The one in the picture is working in a thinning. Sorry. I'll have to ask why, but they have what looks to be a very new or recently cleaned up and painted Bowman carriage sitting on the roadside. Maybe they like to have a spare handy.


----------



## Humptulips (Dec 2, 2010)

slowp said:


> The one in the picture is working in a thinning. Sorry. I'll have to ask why, but they have what looks to be a very new or recently cleaned up and painted Bowman carriage sitting on the roadside. Maybe they like to have a spare handy.
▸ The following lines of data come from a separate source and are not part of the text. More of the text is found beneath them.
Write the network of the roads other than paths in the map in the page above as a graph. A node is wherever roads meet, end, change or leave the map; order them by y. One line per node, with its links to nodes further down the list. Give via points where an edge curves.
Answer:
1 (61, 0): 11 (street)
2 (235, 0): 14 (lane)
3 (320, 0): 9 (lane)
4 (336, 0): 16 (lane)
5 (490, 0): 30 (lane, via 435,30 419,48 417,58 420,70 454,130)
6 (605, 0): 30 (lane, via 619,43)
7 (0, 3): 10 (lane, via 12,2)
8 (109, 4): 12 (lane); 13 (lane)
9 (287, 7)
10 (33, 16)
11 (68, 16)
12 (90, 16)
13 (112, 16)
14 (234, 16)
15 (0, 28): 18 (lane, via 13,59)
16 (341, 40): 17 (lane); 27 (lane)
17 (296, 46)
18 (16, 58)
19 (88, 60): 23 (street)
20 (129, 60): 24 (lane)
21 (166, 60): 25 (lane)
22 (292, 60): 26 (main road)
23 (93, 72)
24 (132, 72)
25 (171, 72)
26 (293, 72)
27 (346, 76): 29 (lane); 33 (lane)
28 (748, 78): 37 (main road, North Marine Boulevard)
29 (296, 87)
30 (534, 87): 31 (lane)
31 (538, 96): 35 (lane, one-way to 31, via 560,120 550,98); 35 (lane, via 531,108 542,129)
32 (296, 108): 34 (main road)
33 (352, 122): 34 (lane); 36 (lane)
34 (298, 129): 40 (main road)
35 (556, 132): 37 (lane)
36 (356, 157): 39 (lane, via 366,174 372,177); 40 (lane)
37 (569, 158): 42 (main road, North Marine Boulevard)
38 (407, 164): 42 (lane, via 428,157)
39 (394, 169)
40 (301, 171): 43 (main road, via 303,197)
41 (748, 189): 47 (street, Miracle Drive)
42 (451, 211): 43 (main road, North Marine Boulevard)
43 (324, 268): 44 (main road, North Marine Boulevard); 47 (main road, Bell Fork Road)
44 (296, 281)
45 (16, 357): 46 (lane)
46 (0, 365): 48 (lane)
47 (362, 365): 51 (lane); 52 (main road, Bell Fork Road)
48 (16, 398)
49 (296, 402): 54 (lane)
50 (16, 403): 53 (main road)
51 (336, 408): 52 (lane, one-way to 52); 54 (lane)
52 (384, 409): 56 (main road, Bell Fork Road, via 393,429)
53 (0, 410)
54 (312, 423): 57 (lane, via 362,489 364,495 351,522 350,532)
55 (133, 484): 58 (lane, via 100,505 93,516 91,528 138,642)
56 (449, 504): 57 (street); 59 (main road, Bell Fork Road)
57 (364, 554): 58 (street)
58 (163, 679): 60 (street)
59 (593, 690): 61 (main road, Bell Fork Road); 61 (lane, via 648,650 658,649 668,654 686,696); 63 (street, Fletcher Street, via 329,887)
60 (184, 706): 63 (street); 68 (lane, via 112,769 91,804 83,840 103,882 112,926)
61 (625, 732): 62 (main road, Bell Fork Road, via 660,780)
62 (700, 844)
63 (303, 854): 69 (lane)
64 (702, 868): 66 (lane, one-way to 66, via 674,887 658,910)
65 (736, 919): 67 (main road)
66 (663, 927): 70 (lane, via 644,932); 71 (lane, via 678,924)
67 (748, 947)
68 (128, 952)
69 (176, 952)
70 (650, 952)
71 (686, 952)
Bowmans are made for speed but flimsy. Bump them against a tree and it costs.
Eagles are slower but tougher. You don't need speed when thinning and the eagle will be more durable.
Maybe they save the Bowman for clearcuts.


----------



## slowp (Dec 2, 2010)

Humptulips: Any ideas on what causes ghost whistles? They were having problems with that yesterday. The nearest other yarder was across the river and in a totally different drainage---miles away if it was running. Above the unit is a peak with a radio repeater on it. I have no idea what would cause the whistle to go off. Does it just happen sometimes?


----------



## Humptulips (Dec 2, 2010)

slowp said:


> Humptulips: Any ideas on what causes ghost whistles? They were having problems with that yesterday. The nearest other yarder was across the river and in a totally different drainage---miles away if it was running. Above the unit is a peak with a radio repeater on it. I have no idea what would cause the whistle to go off. Does it just happen sometimes?[/QUOTE
> 
> Someone somewhere may have a set of bugs that are off frequency and it is close enough that they trip their radio. Could be a long way away. One time we were working and a van with a radio direction finder drove up to where we were working and shut us down. Our bugs were off frequency and tripping someone elses radio.
> They could report to L&I but they will probably shut them down until they figure out who is off frequency or they could get their radio frequency changed.
> ...


----------



## Redwood Climber (Jan 2, 2012)

*Top of the Line Swing Yarders*



slowp said:


> Here it is.




Thunderbird made a fine bunch of swing yarders, top of the line in their day (they were done in the late 90's I believe) and still stand toe to toe with the very newest of the competetion. If they would have continued building and refining they would have wiped Madill off the map. Thanks for sharing the pic, beautiful machine!


----------